Tissue and serum concentrations of cobalt are generally quite small, as the B12 is produced in the rumen by the microflora. Since cobalt concentrations may not truly reflect the B12 concentrations, the most appropriate analysis for cobalt deficiency is the direct quantification of serum or liver vitamin B12. But there are numerous forms of cobalamins that ruminants produce with differing bioactivity, making interpretation of analytical results difficult (Mills, 1987). Cobalamin is absorbed into circulation, and small amounts are stored in the liver. Of the tissues available, the liver cobalt concentration best reflects the animal’s overall status, but it may not be truly reflective of vitamin B12 content.
Copper deficiency is a commonly encountered nutritional problem in ruminants, but copper excess is also commonly encountered, especially in sheep. Clinical signs of deficiency can present as a large array of adverse effects (Graham, 1991; Puls, 1994). Reduced growth rates, decreased feed conversion, abomasal ulcers, lameness, poor immune function, sudden death, achromotrichia, and impaired reproductive function are commonly encountered with copper deficiency.
The best method for diagnosing copper status is via analysis of liver tissue, although much testing is performed on serum. Deficiency within a herd will result in some animals that have low serum copper concentrations, but serum concentration does not fall until liver copper is significantly depleted. In herds that have tested liver and found a high incidence of deficiency, it is not uncommon for a high percentage of the animals to have “normal” serum concentrations. At the Utah Veterinary Diagnostic Laboratory, it is commonly recommended that 10% of a herd or a minimum of 10 to 15 animals be tested in order to have a higher probability of diagnosing a copper deficiency via serum quantification. Even with herd deficiency, low serum copper concentrations may only be seen in 20% or more of the individuals. Herds that may be classified as marginally deficient based on liver testing may have predominantly “normal” serum copper concentrations. Thus, serum copper analysis should be viewed as a screening method only. Another factor that can influence diagnosis of copper deficiency in serum is the presence of high serum molybdenum. As the copper-sulfur¬molybdenum complex that forms is not physiologically available for tissue use, “normal” serum copper content in the presence of high serum molybdenum should always be considered suspect. In addition, the form of selenium supplementation can alter the normal range for interpretation of serum copper status, with selenite supplemented cows having a lowered normal range for serum copper.
Copper deficiency can be diagnosed via analysis of copper-containing enzymes.
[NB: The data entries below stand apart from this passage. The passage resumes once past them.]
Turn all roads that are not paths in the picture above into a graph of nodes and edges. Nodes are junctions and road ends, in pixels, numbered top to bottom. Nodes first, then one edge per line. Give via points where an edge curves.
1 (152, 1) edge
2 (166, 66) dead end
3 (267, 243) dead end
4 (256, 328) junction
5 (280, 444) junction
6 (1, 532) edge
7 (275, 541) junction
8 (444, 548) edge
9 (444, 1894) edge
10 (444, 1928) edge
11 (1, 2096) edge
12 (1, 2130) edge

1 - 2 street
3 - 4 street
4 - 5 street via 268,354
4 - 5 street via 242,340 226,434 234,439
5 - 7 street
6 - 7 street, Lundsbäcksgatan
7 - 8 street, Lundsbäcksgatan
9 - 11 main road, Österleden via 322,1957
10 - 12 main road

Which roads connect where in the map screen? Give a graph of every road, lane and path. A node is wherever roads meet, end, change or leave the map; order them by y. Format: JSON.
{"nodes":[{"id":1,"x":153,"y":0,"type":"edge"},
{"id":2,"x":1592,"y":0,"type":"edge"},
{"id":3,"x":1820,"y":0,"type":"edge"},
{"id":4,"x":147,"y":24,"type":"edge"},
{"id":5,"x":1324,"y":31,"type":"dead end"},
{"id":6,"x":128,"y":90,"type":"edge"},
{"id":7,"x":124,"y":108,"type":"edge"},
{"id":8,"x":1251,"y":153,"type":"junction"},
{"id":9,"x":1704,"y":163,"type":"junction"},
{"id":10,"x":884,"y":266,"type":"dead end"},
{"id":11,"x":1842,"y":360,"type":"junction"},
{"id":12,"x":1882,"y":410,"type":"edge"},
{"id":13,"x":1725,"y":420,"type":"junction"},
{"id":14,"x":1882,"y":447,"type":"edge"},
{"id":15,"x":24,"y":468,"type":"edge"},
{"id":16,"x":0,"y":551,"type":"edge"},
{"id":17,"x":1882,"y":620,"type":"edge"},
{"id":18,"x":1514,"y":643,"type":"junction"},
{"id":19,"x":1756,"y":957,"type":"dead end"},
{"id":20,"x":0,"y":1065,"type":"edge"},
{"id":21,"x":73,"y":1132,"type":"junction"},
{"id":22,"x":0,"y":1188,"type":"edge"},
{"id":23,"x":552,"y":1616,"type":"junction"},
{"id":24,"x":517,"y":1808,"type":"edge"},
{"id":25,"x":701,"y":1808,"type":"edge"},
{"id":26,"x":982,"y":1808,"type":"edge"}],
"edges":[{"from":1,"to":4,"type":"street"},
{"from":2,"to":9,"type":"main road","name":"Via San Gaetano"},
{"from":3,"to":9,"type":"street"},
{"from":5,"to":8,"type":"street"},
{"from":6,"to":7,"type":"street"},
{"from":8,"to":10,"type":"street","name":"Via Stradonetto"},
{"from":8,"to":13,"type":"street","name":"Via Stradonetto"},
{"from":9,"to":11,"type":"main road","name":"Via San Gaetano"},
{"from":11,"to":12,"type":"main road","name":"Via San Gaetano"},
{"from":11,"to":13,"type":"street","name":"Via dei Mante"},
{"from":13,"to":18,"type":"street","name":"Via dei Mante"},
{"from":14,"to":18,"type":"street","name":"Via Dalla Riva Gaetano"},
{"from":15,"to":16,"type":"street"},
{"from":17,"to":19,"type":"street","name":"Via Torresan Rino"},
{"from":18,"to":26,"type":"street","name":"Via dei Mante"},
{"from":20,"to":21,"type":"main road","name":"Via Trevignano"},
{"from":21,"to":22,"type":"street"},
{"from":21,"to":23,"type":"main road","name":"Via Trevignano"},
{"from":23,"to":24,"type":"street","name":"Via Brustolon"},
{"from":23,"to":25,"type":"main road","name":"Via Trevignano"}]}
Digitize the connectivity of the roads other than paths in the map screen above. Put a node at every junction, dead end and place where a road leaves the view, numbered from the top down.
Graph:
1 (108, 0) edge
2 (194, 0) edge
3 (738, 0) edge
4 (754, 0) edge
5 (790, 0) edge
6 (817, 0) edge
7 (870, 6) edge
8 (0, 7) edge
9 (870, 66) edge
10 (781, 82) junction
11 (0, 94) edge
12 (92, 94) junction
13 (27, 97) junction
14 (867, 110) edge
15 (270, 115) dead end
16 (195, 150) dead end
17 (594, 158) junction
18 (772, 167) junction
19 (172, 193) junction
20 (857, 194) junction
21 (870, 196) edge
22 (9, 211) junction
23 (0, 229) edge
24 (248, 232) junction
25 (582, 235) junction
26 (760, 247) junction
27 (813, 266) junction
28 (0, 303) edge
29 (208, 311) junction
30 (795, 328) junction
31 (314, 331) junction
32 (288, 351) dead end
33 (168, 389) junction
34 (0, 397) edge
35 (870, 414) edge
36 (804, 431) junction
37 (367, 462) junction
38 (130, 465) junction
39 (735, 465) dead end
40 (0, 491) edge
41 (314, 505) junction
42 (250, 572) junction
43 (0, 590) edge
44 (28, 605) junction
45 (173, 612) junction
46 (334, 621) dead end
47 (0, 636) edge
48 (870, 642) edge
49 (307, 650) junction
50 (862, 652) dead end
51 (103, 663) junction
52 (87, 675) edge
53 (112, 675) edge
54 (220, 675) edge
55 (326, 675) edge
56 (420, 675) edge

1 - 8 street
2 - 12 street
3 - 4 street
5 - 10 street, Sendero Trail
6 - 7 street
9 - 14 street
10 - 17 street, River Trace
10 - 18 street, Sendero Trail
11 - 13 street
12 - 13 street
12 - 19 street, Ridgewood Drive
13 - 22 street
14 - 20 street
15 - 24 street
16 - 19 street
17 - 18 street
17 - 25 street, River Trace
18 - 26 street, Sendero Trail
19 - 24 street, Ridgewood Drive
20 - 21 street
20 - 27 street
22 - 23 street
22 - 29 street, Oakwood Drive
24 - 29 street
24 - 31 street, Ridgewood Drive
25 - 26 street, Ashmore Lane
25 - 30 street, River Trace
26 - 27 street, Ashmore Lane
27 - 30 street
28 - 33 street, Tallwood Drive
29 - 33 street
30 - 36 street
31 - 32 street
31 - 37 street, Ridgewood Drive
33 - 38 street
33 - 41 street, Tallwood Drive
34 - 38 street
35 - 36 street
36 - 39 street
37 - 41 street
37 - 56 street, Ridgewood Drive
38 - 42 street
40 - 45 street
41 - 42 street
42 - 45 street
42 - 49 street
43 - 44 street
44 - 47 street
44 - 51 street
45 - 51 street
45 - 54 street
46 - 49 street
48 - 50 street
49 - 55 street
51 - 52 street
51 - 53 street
The two most common enzymes that are utilized are ceruloplasmin and superoxide dismutase (Suttle, 1986; Mills, 1987). Low concentrations of these enzymes in serum and whole blood, respectively, are diagnostic for copper deficiency. But ceruloplasmin concentrations can increase with inflammatory disease states. Higher costs for analysis of these enzymes than that of liver copper analysis often limit their utilization.
Excessive supplementation of copper in dairy cattle is a relatively common finding at the Utah Veterinary Diagnostic Laboratory. Liver copper concentrations greater than 200 ppm are routinely identified. In comparison, the recommended adequate liver copper concentration range in cattle is 25 to 100 ppm.
As an essential component of proteins involved in the electron transport chain and oxygen transport, iron is essential for normal cellular function of all cell types. Iron deficiency is associated with reduced growth, poor immune function, weakness, and anemia (Graham, 1991; Puls, 1994). Although offspring are typically born with liver reserves of iron, providing the mother had adequate iron reserves, milk has low iron concentration which results in iron deficiency over time in animals fed a diet of only milk, as is the case in veal animals.
Both liver and serum concentrations are commonly utilized to diagnose iron deficiency. When using serum to measure iron concentration, samples that have evidence of hemolysis should not be used, as they will have artificially increased iron concentration from the ruptured red blood cells. In addition, disease states can alter serum and liver iron concentrations as the body both tries to limit availability of iron to growing organisms and increases the availability of iron to the body’s immune cells. Thus, interpretation of iron status should be made with consideration of the overall health of the animal.
Other factors that can be used to assist with diagnosis of iron status include serum iron binding capacity, serum iron binding saturation, red blood cell count, packed cell volume, serum hemoglobin concentration, and ferritin concentration (Smith, 1989). But a variety of clinical conditions can cause these values to vary, including bacterial infections, viral infections, other types of inflammation, hemorrhage, bleeding disorders, and immune mediated disorders.
Similar to calcium, analysis for magnesium deficiency falls into two distinct classes. The first is metabolic magnesium deficiency often referred to as “grass tetany.” The second is due to a true nutritional deficiency, which is associated with long-term dietary magnesium deficits.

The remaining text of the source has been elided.